En efecto, su espera ha terminado. Llegan al final de esa enorme estancia, voltean un segundo y apenas alcanzan a ver un pequeño cuadrado de luz, que es por donde entraron; al regresar la mirada, frente a ellas se levanta una reja de madera petrificada bloqueando el paso a una pequeña habitación. La voz proviene del otro lado; no queda ninguna duda, la escuchan fuerte y claro. Dos piras, al fondo de ese cuarto, se encienden e iluminan un gran altar de piedra, carente de más adornos a excepción de un par de vasijas, una a cada lado. Arriba, la entidad a la que está dedicado. Un alto relieve de una cabeza, de cuyos labios plasmados en un gesto como de alguien silbando se escapa un aire cargado de variados aromas. Las facciones, los colores y todo el conjunto desencajan en el estilo generalizado de la ciudad. No se trata de un indígena. Tiene el cabello rojo, como la cresta de un gallo, arreglado en dos trenzas sujetas por moños azul cielo; una frente pequeña atravesada de lado a lado por pequeñas inscripciones que parecen cicatrices; nariz griega, simplemente; barbilla un tanto puntiaguda, al igual que las orejas. Sin embargo, lo más extraordinario son los ojos carentes de cejas, aunque coronados por largas y separadas pestañas, dos globos casi perfectamente redondos, con enormes pupilas negras en cuyos centros se alcanzan a distinguir dos diminutos agujeros. A las hermanas, esa cabeza les recuerda a una muñeca de trapo.
Es la escultura quien les ha estado hablando para guiar sus pasos; ahora sus pupilas parecen fijas en ellas, y de sus labios se escapa una risita con olor a madera. Las ha estado esperando por largo tiempo. Sin saber por qué, las gemelas intercambian una mirada que les trae un recuerdo extraño y fuera de lugar: hace un año ambas jugaban en la sala de su casa, bajo la antipática y vidriosa mirada de su padre; saltaban entre los sillones y una de ellas entonces exclamó, equilibrando en el respaldo del sofá: “Mira, papi, me voy a aventar de un edificio”, y así lo hizo, seguida de su hermana, que no paraba de reír.

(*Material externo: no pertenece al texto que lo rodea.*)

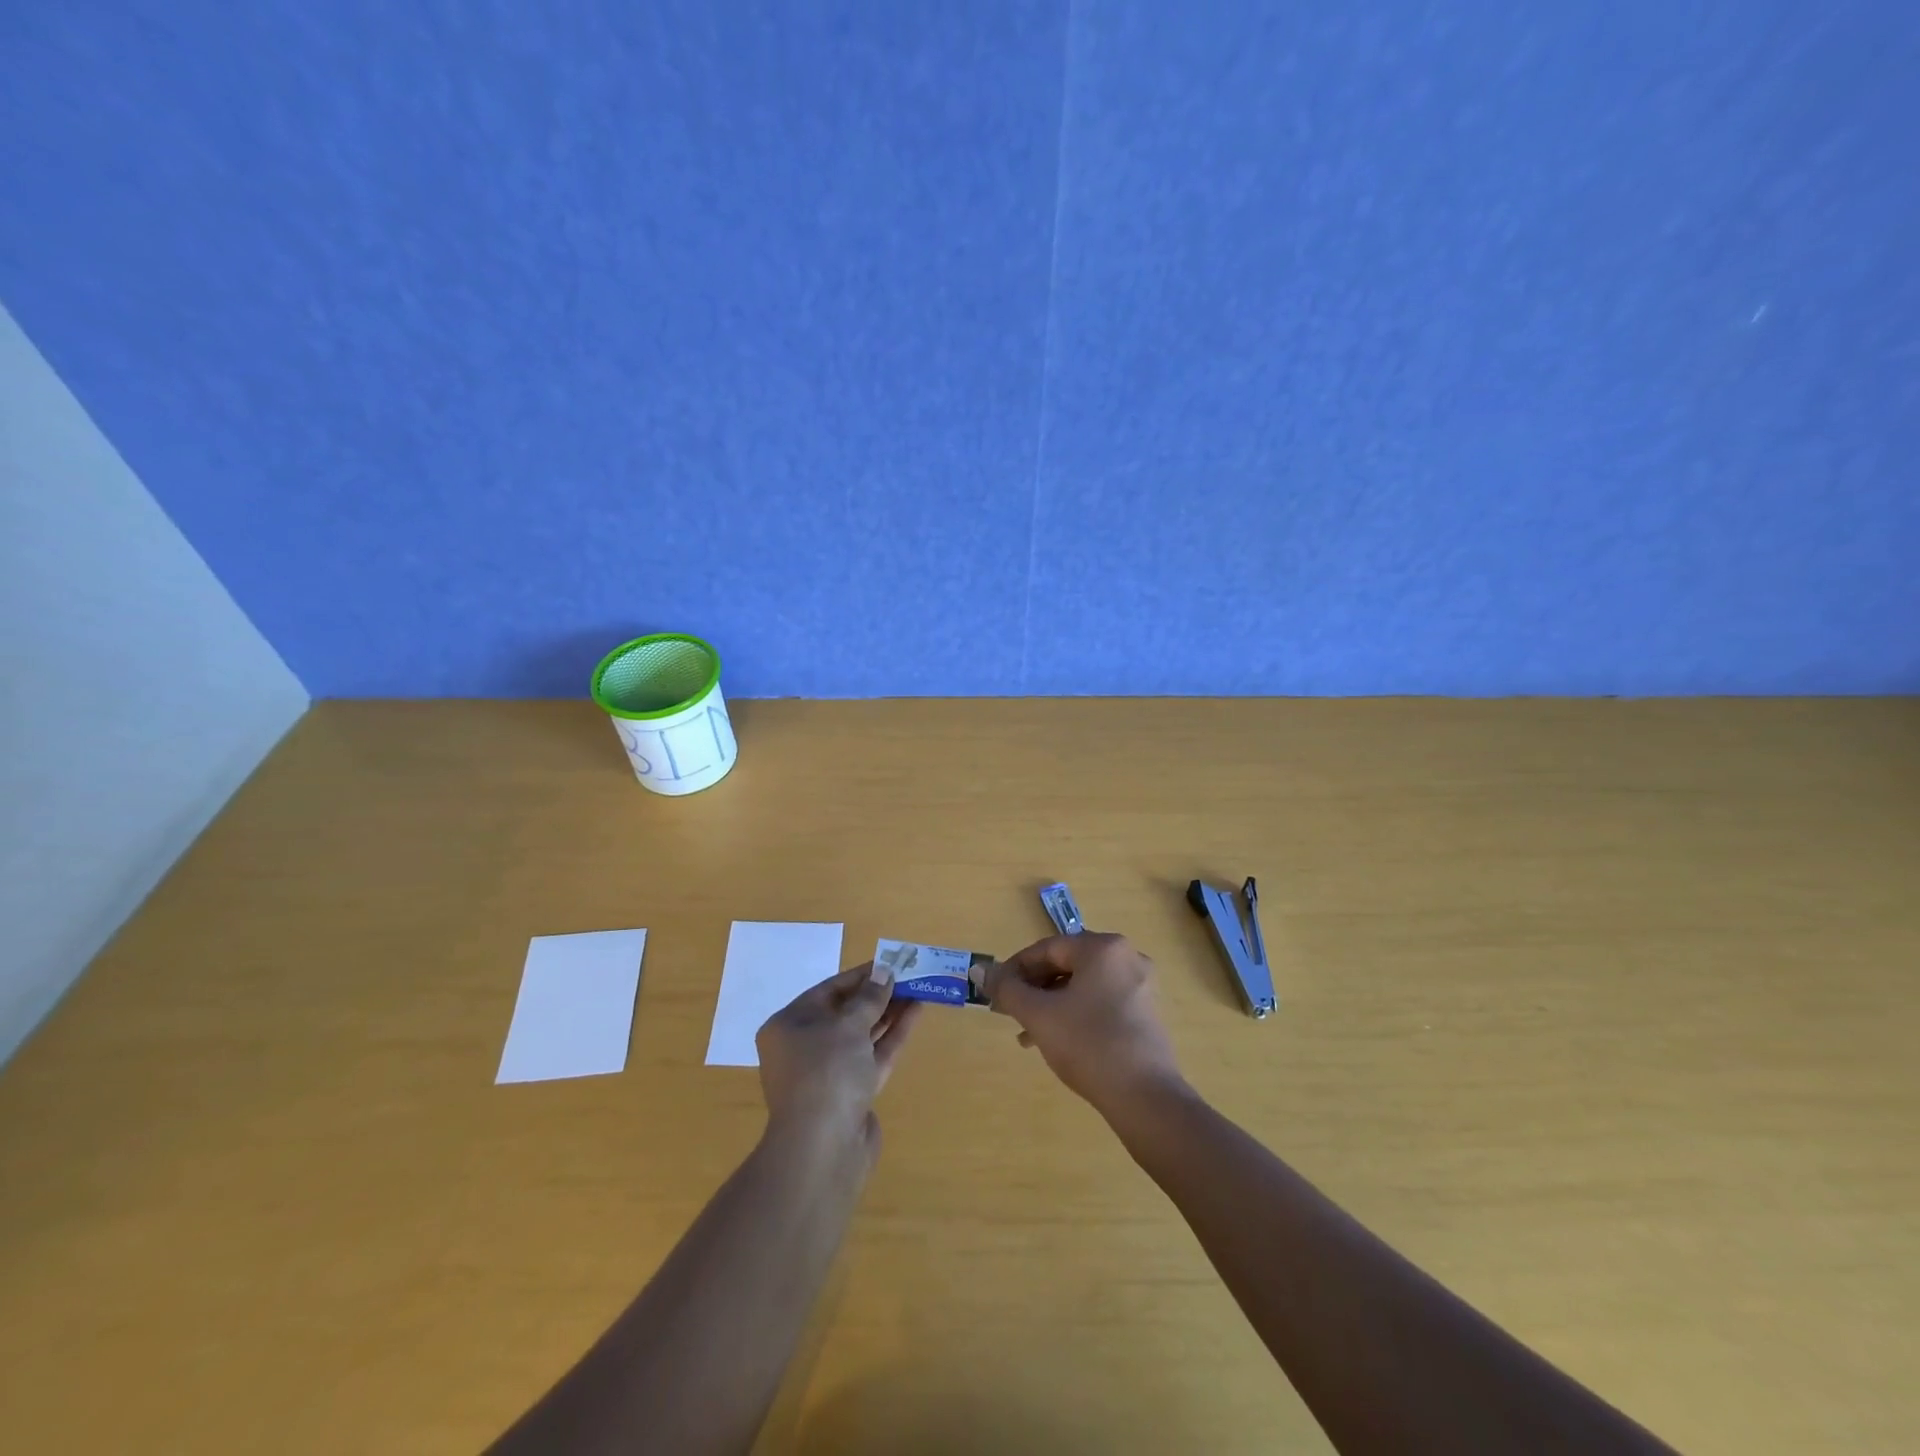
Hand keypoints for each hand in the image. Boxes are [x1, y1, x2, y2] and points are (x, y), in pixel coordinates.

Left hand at [756, 962, 920, 1153]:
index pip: (827, 991)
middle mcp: (805, 1048)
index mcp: (789, 1027)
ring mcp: (829, 1074)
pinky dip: (892, 1036)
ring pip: (862, 1035)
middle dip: (878, 995)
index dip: (860, 976)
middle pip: (846, 1013)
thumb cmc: (826, 1073)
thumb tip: (884, 972)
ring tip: (918, 990)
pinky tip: (915, 1014)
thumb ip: (869, 998)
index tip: (889, 963)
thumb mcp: (848, 1026)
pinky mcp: (852, 1094)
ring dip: (889, 1013)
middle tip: (909, 976)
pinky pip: (872, 1056)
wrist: (823, 1149)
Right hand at [985, 933, 1184, 1113]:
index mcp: (1103, 948)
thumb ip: (1007, 989)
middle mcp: (1126, 957)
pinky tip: (1058, 1041)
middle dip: (1034, 988)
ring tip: (1028, 1034)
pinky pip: (1101, 1002)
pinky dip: (1075, 1014)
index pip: (1047, 948)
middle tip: (1010, 1012)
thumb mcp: (1039, 1015)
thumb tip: (979, 971)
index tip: (995, 992)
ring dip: (1051, 1004)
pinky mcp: (1147, 1013)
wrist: (1145, 1098)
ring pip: (1083, 986)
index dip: (1015, 969)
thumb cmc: (1088, 1045)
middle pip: (1066, 965)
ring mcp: (1141, 986)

La diosa —o lo que sea eso— las regresa a la realidad. Ha esperado largo tiempo por ellas, en esa solitaria casa, sin nadie con quien jugar. Pasen, pueden divertirse un rato con ella, que también es su hermana. De pronto, ambas se dan cuenta que, efectivamente, esa chicuela tallada en el muro, que da la impresión de que en cualquier momento sacará las manos y se impulsará hacia fuera, tiene un gran parecido con ellas. De nuevo la voz aguda satura la habitación y sumerge a las pequeñas en un estado de conciencia alterada. Sí, debe ser su hermana. Los barrotes de la reja se quiebran, tuercen, revientan, para dar paso a esta reunión familiar. Los dos agujeros en las pupilas de la diosa se iluminan con un brillo esmeralda. Pasen a jugar, ha pasado tanto tiempo, ya nadie las separará. La pétrea boca se abre, dejando caer un fino polvo; una luz blanca que ciega al instante cubre a las gemelas mientras avanzan hacia esa gran boca.

Del otro lado del lago, una familia de cuatro asa bombones en una fogata.